Чертовски хорошо оказалось после приключений в лесопарке Сен-Дени и лаборатории Нунйеса, вернуться в уютную парижскую мансарду Гийо и Дианы Дюффе, там принять горячий душ, а затем, завернувшись в халат, устроиться за столом, где уже горячий чай, сэндвичи, и домашний ликер на альпийских травах.
– Судя по твоему виду, было круто, – предположила Эдрин Лилиенталь.
– Не то, что круто… – ответил он в некоторой задумчивости, – …Скорее мутно как-то.
– Охота с Ивиком всегда получается мутная, – авторитетно сообщил Гийо.
– Хорошо хоть, вы там никого не убили, – добавила Диана.
– Мы даже не стреляли, – уточнил ассенизатор, – только распилили одну металлическую щитовую дверь, а в лаборатории Ивик просто надел браслеты на этих двоих.

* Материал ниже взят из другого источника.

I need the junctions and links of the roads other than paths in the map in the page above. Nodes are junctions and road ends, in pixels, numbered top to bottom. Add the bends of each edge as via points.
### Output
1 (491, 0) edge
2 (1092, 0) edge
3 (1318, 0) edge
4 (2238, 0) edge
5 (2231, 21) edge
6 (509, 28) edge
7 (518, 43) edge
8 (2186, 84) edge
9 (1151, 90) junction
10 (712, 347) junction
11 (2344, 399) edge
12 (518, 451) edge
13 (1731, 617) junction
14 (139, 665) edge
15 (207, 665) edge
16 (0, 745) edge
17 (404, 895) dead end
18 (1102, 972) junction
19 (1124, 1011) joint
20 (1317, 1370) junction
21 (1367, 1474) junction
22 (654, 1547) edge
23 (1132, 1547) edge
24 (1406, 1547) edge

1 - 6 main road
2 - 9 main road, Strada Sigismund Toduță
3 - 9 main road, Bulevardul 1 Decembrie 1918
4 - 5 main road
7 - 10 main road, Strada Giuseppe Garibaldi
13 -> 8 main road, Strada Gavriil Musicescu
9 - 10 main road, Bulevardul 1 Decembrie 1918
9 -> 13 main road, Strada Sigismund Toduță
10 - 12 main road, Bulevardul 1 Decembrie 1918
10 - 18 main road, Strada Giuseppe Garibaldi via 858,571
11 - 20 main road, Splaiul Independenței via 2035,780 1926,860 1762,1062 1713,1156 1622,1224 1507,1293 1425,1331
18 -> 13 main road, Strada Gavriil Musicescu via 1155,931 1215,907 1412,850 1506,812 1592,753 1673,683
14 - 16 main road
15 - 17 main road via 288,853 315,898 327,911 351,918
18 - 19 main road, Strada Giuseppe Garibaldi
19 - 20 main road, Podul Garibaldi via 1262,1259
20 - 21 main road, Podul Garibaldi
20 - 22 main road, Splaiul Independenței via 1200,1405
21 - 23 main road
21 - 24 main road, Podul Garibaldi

– Понятно, – Диана кивнула, – очень жаль, что Гери Брюан оказалась в компании с этим палеозойским молекулярно-генетическим маньяком. Она хорошая девочка, но ужасно впечатлительная и иногда увлекается всяким мистическим идеализмом.
– Кстати, о мистике, – вспомнил Юхх, – кто-нибудь тут слышал об апокрифе Сударшана-Кришнамурти?
Гийо и Диана изобразили удивление, и синхронно повернулись к Эдрин. Та аналогично изобразила удивление.
– Надо же! Полчаса назад мне звонила Холли Киш, и спрашивала об этом апокрифе. Ей, видите ли, это очень-очень требовалось для репортажа.
– Ясно! – Юхх кивнул, – Холли присутствовала при гражданском аресте, и слышала, как Аркадио Нунйес, пререкаясь с Лейлой, упоминал апокриф Сударшана-Кришнамурти.
– Эдрин, может, ты, все-таки, расскажешь, что это такое? – предложила Диана.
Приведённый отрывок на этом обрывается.